7- What are your fondest musical memories, privately or performing?

Naughtily, my fondest musical memories return to the tender age of seven, when I secretly discovered how to open my mother’s old violin case, which of course was irrevocably forbidden to me! The result was a rather ghastly scraping sound, but thankfully some proper violin lessons quickly appeared too.

More recent, I was fortunate enough to have been selected as the piano soloist in Mozart Piano Concerto No. 9 in a collaboration with the Chineke! Orchestra for the Cheltenham Music Festival. Founded by Chi-chi Nwanoku OBE, this esteemed ensemble is Europe’s first professional orchestra to be comprised of black and minority ethnic musicians. I have never felt greater pride than that which I experienced on entering the stage in Cheltenham that evening. Chi-chi Nwanoku’s work in promoting diversity is not only ground-breaking for classical music, but indeed it is a nationwide success story.

8- How often do your practice?

I like to practise daily, and exactly how much each day will depend on my workload and schedule. I am confident in my belief that each musician should carefully consider the time which they spend away from the practice room with as much seriousness as the practice-time itself.

9- Would you consider teaching in the future?
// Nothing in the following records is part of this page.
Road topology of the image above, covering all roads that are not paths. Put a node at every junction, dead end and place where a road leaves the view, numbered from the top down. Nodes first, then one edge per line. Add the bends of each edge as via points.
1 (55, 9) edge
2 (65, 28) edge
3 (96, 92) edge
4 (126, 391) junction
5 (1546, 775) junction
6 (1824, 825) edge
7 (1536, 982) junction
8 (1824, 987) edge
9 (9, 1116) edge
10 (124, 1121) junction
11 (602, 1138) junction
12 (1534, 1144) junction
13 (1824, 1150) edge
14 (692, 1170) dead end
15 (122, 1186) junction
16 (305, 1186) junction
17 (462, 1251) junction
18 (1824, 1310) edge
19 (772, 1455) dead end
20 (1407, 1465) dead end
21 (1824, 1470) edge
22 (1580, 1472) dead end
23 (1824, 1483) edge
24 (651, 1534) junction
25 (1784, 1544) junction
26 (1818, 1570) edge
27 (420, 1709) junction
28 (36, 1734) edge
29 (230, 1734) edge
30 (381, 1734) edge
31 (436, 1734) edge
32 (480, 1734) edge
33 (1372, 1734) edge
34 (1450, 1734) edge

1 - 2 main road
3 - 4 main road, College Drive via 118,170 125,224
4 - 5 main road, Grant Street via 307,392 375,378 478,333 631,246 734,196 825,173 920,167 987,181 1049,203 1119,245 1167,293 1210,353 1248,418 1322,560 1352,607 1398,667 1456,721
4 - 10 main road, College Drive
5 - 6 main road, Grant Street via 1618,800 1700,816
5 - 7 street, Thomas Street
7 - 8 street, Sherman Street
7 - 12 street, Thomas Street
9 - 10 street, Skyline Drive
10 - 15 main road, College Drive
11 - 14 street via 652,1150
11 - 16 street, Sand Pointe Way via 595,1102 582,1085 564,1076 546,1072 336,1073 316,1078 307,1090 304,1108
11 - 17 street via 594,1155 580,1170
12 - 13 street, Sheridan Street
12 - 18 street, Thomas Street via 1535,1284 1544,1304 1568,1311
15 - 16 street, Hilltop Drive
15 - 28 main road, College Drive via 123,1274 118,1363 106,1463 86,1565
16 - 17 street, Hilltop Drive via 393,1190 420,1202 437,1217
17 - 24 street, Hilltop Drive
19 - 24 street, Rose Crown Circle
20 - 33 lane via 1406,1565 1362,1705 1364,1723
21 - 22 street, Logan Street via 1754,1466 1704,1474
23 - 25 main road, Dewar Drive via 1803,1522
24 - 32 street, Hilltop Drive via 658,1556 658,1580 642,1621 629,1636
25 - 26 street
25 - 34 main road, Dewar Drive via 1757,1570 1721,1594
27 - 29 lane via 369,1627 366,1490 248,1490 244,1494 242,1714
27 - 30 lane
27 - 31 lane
I love to teach, and I currently have several lovely students of my own! I would assert that every young musician should have a go at teaching, as the benefits are simply abundant; learning from one’s students is as frequent an occurrence, dare I say it, as learning from one’s own teacher, which is most often!

10- Who would your dream accompanist be, from the present or past?

This one is a difficult question, but on reflection I would simply be searching for somebody who I think shares the same values, musical styles, and passions as I do. An individual who does stand out to me as far as this is concerned is Daniel Barenboim. His formidable artistry, mastery of musical collaboration, and extraordinary charitable work resonate deeply with all that I seek for in a true, and respectable idol.

11- What advice would you give to young musicians at the start of their journey?

I would consistently encourage any young musician to remember that although making music is always a real privilege, it is necessary to work very hard in order to reap the benefits. In addition to being an assiduous student, each young musician must regularly seek to find performance opportunities, make contacts, and be resilient as much as is viably possible in their own right. Regrettably, the music business is often not a kind environment for young musicians, and chances to perform for newcomers to the scene are often scarce. Therefore it is vital that the young musician learns to market themselves well; confidently and assuredly, but always with the utmost politeness and kindness to their colleagues. Finally, I would recommend joining a choir and having fun making music with friends just like I always used to do!